In addition to Weibo, there is also WeChat
Please pay attention
WeChat public account
Shulou
2025-04-04 Update From: SLTechnology News&Howtos shulou NAV: SLTechnology News&Howtos > Database >
Share
Shulou(Shulou.com)06/01 Report--
What is the meaning of snowflake algorithm in mysql? This problem may be often seen in our daily study or work. I hope you can gain a lot from this question. The following is the reference content that the editor brings to you, let's take a look at it!
First, why use the snowflake algorithm
1. The background of the problem
Nowadays, more and more companies are using distributed and micro-services, so the corresponding database will be split for different services, and then the tables will be split when the amount of data comes up, then there will be the problem of id after table splitting.

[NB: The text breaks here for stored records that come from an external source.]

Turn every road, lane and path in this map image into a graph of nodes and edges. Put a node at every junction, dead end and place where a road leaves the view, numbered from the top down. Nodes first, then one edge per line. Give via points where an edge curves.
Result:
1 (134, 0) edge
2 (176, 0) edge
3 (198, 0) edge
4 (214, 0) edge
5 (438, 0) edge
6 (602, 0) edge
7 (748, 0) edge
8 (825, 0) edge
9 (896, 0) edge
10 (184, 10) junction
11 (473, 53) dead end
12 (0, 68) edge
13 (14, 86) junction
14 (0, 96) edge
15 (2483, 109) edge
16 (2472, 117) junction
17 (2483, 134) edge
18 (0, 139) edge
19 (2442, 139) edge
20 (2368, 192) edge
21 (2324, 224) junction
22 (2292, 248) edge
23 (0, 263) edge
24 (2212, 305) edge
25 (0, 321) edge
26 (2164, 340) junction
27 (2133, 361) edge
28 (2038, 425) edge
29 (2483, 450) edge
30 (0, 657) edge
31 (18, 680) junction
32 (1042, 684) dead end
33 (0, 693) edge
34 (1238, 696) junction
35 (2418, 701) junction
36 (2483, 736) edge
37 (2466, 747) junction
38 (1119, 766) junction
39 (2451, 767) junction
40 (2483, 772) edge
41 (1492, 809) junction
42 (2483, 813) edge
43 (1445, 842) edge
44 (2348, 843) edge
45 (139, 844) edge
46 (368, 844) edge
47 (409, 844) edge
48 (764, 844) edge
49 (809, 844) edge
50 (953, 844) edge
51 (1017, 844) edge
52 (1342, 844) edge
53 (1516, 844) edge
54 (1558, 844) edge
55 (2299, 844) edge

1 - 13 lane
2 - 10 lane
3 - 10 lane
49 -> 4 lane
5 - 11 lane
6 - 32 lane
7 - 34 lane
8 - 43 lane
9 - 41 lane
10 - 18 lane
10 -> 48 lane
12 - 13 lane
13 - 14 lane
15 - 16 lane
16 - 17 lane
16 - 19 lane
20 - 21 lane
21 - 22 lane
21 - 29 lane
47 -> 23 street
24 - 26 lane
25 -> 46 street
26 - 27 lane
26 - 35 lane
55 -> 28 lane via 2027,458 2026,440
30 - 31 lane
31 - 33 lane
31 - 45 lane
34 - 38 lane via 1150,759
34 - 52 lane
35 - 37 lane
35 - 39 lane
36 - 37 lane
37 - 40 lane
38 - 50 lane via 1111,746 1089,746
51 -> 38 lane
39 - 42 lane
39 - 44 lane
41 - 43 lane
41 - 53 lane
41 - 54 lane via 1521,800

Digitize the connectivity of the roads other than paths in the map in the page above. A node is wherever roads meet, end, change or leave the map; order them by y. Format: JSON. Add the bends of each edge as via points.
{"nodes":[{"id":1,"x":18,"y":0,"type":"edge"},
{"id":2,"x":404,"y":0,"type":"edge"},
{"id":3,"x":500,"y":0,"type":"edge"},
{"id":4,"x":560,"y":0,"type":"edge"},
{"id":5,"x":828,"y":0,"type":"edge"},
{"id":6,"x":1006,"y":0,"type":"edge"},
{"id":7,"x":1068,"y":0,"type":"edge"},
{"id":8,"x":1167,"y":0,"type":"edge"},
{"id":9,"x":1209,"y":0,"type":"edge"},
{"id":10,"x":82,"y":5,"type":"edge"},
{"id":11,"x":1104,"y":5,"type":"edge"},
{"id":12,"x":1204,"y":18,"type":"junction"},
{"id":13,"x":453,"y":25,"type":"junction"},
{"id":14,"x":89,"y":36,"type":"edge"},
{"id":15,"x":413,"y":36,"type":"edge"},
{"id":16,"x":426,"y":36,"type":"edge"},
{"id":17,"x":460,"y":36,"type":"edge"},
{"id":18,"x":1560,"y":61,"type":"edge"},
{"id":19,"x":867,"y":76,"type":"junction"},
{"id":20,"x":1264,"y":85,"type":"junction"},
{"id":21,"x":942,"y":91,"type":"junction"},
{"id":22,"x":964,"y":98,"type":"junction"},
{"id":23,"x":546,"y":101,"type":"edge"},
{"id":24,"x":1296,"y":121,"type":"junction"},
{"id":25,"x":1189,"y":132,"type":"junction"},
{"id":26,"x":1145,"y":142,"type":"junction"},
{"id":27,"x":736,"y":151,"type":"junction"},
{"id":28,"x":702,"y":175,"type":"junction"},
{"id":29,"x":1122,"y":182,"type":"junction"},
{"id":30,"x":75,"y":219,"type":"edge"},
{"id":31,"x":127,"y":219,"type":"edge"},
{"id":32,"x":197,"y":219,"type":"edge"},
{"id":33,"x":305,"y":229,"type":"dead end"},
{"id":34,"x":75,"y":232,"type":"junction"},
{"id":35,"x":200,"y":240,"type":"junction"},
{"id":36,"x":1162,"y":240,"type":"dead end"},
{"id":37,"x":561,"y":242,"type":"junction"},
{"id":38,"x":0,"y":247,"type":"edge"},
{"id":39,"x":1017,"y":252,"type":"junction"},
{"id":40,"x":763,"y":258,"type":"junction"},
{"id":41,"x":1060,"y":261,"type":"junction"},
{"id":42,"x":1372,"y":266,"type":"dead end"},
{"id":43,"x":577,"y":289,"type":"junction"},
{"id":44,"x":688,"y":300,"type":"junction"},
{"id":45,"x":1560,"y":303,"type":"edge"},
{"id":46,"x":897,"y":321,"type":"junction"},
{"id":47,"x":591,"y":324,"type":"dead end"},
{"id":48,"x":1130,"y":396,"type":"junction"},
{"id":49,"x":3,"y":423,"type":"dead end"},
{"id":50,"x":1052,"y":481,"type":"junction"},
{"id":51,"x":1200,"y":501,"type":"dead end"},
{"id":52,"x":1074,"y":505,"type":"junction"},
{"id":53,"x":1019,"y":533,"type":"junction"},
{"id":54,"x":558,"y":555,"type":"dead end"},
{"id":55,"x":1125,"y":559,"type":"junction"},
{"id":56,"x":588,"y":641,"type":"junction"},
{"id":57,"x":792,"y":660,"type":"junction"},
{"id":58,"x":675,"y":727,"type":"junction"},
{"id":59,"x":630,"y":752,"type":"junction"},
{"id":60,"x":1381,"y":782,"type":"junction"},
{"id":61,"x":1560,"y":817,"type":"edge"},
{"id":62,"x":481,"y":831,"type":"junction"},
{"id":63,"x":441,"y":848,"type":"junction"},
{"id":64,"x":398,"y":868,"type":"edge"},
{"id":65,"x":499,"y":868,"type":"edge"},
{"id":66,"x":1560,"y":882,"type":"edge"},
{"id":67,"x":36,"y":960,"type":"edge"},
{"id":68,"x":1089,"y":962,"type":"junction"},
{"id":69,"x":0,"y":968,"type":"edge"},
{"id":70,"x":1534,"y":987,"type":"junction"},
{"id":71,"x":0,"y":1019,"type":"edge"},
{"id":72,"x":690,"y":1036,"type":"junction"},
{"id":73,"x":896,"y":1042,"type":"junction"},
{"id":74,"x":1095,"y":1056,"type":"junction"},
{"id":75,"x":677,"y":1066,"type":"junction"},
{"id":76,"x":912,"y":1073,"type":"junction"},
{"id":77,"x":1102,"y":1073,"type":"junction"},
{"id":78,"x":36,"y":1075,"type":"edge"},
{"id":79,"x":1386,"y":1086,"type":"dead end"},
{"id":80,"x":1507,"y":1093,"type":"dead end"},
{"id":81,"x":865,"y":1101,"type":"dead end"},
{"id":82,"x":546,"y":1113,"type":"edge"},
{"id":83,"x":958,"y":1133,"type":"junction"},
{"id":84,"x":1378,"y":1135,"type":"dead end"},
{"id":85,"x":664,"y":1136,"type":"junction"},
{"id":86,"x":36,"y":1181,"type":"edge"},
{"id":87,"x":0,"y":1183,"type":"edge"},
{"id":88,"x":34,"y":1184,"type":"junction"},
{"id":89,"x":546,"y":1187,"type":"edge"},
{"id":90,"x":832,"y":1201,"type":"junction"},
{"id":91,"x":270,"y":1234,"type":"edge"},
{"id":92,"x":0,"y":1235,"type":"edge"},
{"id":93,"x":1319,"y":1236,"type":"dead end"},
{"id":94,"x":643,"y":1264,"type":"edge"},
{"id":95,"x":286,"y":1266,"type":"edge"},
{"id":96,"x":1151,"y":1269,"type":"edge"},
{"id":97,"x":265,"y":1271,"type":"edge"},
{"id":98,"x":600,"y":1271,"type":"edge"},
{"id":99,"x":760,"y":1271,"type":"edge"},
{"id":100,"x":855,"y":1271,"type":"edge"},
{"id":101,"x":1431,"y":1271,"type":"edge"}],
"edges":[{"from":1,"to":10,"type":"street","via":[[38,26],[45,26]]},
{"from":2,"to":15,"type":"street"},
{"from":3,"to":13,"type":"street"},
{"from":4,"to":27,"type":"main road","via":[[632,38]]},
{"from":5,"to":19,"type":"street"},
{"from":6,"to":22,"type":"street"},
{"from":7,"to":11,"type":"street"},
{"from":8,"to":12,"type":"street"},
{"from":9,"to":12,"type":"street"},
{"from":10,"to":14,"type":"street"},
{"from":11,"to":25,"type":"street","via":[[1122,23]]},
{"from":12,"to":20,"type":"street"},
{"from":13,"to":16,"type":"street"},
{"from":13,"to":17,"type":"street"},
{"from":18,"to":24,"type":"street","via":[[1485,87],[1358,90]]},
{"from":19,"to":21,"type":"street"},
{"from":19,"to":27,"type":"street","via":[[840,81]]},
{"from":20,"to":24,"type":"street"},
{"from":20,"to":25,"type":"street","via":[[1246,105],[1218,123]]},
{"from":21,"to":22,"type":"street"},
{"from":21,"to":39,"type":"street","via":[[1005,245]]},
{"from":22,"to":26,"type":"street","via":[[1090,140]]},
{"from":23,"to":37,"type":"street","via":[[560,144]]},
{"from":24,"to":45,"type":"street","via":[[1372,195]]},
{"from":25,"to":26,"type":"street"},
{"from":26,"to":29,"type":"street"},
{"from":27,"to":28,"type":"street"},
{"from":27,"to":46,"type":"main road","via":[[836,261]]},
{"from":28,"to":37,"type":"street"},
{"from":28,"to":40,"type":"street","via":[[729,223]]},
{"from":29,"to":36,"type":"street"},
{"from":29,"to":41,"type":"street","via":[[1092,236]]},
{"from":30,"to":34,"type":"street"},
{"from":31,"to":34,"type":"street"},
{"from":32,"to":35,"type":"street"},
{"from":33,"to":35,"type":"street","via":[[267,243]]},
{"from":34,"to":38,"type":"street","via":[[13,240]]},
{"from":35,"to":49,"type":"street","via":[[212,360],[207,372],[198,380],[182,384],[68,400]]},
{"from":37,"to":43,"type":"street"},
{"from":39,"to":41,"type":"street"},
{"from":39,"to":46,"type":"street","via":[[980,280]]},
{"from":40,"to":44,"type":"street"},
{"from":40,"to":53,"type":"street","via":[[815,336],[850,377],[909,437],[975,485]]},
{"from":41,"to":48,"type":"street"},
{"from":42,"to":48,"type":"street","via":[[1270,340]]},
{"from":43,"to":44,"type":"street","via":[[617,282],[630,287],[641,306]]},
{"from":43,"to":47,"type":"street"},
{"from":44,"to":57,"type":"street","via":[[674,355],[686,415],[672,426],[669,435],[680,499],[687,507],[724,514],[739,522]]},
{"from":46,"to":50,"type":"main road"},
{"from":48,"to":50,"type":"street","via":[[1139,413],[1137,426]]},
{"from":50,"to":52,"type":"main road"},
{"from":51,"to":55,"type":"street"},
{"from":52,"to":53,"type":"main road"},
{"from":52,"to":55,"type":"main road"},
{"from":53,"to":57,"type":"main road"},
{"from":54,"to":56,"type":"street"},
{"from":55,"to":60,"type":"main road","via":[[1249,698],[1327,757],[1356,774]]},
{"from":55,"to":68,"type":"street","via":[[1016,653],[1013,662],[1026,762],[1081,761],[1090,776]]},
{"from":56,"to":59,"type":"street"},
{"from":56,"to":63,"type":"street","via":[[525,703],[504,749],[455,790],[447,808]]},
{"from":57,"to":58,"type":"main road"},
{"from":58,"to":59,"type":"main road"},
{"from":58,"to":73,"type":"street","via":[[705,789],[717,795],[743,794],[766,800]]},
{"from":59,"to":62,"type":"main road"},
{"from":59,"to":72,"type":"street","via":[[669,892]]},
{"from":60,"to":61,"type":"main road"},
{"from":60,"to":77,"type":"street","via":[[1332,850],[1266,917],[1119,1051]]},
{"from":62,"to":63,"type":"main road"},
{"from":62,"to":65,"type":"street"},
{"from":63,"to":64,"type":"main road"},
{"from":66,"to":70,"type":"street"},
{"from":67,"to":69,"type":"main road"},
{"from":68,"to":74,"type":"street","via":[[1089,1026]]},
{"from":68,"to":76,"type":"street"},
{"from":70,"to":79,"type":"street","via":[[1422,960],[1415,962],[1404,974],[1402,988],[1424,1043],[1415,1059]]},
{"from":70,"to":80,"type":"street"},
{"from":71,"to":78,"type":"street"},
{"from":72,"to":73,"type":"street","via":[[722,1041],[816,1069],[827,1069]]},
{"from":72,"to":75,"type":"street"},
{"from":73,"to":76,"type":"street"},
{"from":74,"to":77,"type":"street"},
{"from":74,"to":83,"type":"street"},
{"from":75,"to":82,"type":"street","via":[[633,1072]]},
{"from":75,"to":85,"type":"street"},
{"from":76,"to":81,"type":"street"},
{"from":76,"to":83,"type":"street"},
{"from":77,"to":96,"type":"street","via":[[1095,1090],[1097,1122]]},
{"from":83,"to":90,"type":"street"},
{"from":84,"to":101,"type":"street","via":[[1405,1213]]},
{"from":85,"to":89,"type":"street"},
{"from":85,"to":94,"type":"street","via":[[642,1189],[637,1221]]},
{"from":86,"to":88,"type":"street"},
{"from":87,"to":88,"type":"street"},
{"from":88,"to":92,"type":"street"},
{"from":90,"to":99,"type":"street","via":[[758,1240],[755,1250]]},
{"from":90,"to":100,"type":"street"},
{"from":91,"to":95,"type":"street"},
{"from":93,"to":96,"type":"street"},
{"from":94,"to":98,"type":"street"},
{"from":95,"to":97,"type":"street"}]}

For example, the data primary key id in a table in a single project before is self-increasing, mysql uses autoincrement to achieve self-increment, and oracle uses sequences to achieve, but when the amount of data in a single table comes up, it is necessary to split the table horizontally. Ali java development suggests that a single table should be divided into tables when it is greater than 500w, but it still depends on the business, if the number used in the index, tens of millions of data in a single table is also possible. Horizontal sub-table is to divide the data of a table into multiple tables, then the problem arises if you still do the primary key id according to the previous self-increment, then there will be id duplication, and at this time you have to consider what solution to solve the problem of distributed id.
2. Solution
2.1, database table
You can specifically maintain a table in a library, and then check the record of this table every time any table needs to add id, then lock the table with for update, then add one to the value, and then return and record the value into the table, but this method is suitable for projects with relatively small concurrency, so you have to lock the table every time.
2.2 、 redis
Because redis is single-threaded, you can maintain a key-value pair in redis, and then which table needs to go directly to redis and add one, but this is the same as above, because single-threading does not support high concurrency, so it is only suitable for projects with low concurrency.
2.3 、 uuid
You can use uuid as the non-repeating primary key id, but the problem with uuid is that it is an unordered string, and if you use uuid as the primary key, the primary key index will be invalidated.
2.4. Snowflake algorithm
Snowflake algorithm is an efficient solution to distributed id. Most Internet companies use Snowflake algorithm, and of course, companies implement other solutions on their own.
2. Snowflake algorithm
1. Principle
Snowflake algorithm uses 64-bit long data storage id. The highest bit stores 0 or 1 long 0 for integers and 1 for negative numbers, usually 0, so the highest bit remains unchanged. 41 bits store millisecond timestamps, 10 bits store machine codes (including 5-bit datacenterId and 5-bit workerId), and 12 store serial numbers. So machines with a maximum of 2 to the power of 10, that is, 1024 machines, produce a maximum of 2 to the power of 12, or 4096 id per millisecond. (there is a code implementation below)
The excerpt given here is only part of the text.